John Kerrigan, director of Transport Workers Union's Airline Division, which represents 5,700 Pan Am mechanics, baggage handlers and food service workers, said earlier yesterday that a new offer, made yesterday morning, was not good enough to forestall the strike.
Mike Bakalo, a vice president of the TWU, said that the company offered a 20 percent raise over 36 months: 5 percent on April 1; 5 percent on Nov. 1; 5 percent in 1986 and 5 percent in 1987. The company also offered a $1,200 immediate bonus for mechanics and a $900 bonus for fleet service workers.
The union is asking a 38.5 percent increase over a three-year contract.
The central issue, Kerrigan said, was a 14 percent "snapback" owed to union members from previous contracts that the union had agreed not to take in the past to help the company avoid bankruptcy. The snapback came due Jan. 1. Pan Am tried to renege on it, but a federal judge in Manhattan ordered the company to pay the increase beginning this week and retroactive to Jan. 1. The company has appealed the ruling, but no stay has been issued.
Pan Am said that it plans to continue flying key flights even if there is a strike.

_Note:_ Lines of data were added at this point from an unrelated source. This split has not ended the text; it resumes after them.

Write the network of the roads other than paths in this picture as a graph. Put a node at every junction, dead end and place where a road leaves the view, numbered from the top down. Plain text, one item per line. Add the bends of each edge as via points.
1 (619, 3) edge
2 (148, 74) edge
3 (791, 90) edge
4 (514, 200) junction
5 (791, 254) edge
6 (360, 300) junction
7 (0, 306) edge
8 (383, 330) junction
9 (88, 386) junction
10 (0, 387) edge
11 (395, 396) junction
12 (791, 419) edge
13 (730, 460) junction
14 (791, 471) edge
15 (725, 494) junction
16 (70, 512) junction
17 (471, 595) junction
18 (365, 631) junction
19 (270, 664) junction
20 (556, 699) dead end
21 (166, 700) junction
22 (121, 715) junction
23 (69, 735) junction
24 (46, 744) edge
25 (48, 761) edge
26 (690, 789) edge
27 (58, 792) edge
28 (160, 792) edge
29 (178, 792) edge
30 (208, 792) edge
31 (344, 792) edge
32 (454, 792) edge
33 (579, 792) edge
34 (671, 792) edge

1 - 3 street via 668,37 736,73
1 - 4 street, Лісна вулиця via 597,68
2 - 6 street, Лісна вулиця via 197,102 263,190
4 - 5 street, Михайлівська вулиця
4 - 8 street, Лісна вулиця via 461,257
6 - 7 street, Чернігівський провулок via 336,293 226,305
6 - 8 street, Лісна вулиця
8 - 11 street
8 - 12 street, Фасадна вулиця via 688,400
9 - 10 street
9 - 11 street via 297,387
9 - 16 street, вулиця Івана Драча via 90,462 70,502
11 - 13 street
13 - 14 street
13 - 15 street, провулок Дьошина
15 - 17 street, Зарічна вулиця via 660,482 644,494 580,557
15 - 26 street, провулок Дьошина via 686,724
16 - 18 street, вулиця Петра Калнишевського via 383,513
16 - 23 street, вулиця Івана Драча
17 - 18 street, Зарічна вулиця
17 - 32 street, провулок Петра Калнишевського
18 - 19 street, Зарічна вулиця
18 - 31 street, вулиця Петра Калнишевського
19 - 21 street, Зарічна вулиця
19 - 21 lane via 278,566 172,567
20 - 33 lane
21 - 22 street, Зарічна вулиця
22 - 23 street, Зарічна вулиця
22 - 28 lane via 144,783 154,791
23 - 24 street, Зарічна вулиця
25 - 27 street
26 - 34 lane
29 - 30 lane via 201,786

An assessment by various union officials and members is that even without the support of other unions, the loss of the TWU members' services would bring the airline to a halt in a matter of days.
But the other four Pan Am employes unions, including the Air Line Pilots Association, have publicly pledged support of the TWU in a strike. With all or most of the 19,000 unionized workers staying off the job, the airline would be hard-pressed to operate anything other than a few flights.